Some dogs are just wired wrong and are dangerous. Moe is extremely cautious but once you have gained his trust, he shows his silly and loving side.

I am proud of how far Moe has come. He has been quite the project. He still needs work. He was able to be around family at Thanksgiving. There was only one growling incident that was corrected immediately. Of course it was with a man that he didn’t know.

We will never be to a point where we can leave him unattended in our yard like Phineas. We have to protect Moe by not putting him in that position.

Today I walked in the den and found him resting in his crate. The same crate he busted up over the weekend. He bent the bars, chewed up the wood and busted out a bar so he could squeeze through.

There he was, just resting in there. If he could have, he would have been flashing me his middle toes and laughing. Such a smug look!
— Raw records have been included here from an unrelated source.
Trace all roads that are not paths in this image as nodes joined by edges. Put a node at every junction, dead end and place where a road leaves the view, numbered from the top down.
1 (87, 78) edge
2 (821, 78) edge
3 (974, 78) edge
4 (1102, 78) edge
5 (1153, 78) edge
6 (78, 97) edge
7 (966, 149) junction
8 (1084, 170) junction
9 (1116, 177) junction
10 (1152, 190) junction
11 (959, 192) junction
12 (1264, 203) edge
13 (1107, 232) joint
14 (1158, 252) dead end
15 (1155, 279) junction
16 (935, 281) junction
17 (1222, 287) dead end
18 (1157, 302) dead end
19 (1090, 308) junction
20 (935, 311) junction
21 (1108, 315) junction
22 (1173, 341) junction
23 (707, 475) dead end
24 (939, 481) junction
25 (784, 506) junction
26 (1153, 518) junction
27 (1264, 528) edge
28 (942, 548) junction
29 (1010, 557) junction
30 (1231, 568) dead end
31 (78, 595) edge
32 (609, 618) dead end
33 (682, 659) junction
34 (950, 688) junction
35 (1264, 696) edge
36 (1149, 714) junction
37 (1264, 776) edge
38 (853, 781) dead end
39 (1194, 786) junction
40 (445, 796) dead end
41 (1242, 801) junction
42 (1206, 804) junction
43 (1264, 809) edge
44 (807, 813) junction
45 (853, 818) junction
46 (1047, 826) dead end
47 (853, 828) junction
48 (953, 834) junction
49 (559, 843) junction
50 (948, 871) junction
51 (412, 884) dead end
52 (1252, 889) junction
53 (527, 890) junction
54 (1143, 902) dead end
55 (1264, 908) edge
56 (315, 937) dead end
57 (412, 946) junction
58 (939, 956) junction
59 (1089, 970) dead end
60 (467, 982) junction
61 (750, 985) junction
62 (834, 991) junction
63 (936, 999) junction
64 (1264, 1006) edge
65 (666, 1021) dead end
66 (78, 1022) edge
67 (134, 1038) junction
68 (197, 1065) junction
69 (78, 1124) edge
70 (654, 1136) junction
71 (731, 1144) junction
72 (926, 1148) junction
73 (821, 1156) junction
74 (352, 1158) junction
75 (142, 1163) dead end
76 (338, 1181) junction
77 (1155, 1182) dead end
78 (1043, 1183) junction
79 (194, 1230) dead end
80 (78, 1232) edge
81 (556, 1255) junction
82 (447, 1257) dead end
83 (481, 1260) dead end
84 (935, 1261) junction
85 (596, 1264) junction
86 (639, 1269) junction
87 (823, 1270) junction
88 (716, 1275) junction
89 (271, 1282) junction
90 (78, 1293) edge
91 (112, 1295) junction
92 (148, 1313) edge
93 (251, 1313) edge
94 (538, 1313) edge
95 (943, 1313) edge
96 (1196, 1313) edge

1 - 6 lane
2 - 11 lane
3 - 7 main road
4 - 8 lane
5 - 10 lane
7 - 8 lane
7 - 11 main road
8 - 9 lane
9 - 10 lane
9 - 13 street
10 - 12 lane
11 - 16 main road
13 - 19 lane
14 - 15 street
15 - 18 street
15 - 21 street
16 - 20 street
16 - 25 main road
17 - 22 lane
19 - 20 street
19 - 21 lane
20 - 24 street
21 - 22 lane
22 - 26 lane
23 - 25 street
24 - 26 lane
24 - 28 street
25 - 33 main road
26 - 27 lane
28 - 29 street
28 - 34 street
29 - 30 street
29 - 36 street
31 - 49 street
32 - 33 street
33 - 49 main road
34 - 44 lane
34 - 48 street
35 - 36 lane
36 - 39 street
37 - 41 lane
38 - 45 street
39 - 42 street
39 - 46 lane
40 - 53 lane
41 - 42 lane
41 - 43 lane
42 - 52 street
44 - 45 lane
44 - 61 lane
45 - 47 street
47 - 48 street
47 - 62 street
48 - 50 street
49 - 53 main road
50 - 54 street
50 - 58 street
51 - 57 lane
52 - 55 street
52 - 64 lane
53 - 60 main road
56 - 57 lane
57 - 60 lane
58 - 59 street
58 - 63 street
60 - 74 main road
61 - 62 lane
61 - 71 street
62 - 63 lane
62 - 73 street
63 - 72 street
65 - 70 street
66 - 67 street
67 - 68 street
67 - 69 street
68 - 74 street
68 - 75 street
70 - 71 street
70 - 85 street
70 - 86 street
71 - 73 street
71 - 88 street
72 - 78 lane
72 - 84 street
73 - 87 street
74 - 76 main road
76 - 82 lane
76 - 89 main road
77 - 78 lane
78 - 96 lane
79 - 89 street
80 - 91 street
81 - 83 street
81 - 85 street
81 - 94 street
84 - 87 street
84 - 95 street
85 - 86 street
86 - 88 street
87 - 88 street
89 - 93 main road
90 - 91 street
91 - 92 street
I asked Ethan today if he wanted to attend the parade of lights with us. The next town over has people singing, dancing, tractors and equipment lit up, floats and all things festive. This has been a traditionally thing for us as long as it isn’t Covid and we aren’t in NYC dealing with transplant stuff (we missed a few years).

This is the first year since 2019 that when I asked him, he said “maybe”.  So there’s a chance. My Mom has kept telling me to keep asking, keep including just in case. I was so excited over a “maybe”. Because it was no a No!

These are little signs of progress. 

Then panic set in. If he goes, what if someone is sick? He will need to stand away from people. Can I handle it if he goes? If I hear someone coughing I am going to tense up. Will this feeling ever go away?

I am going to focus on the maybe and let the world work things out from there.

Not that I am counting…(I am absolutely counting) but only one more day to get through until Sarah and Patti’s Annual Christmas Shopping Weekend!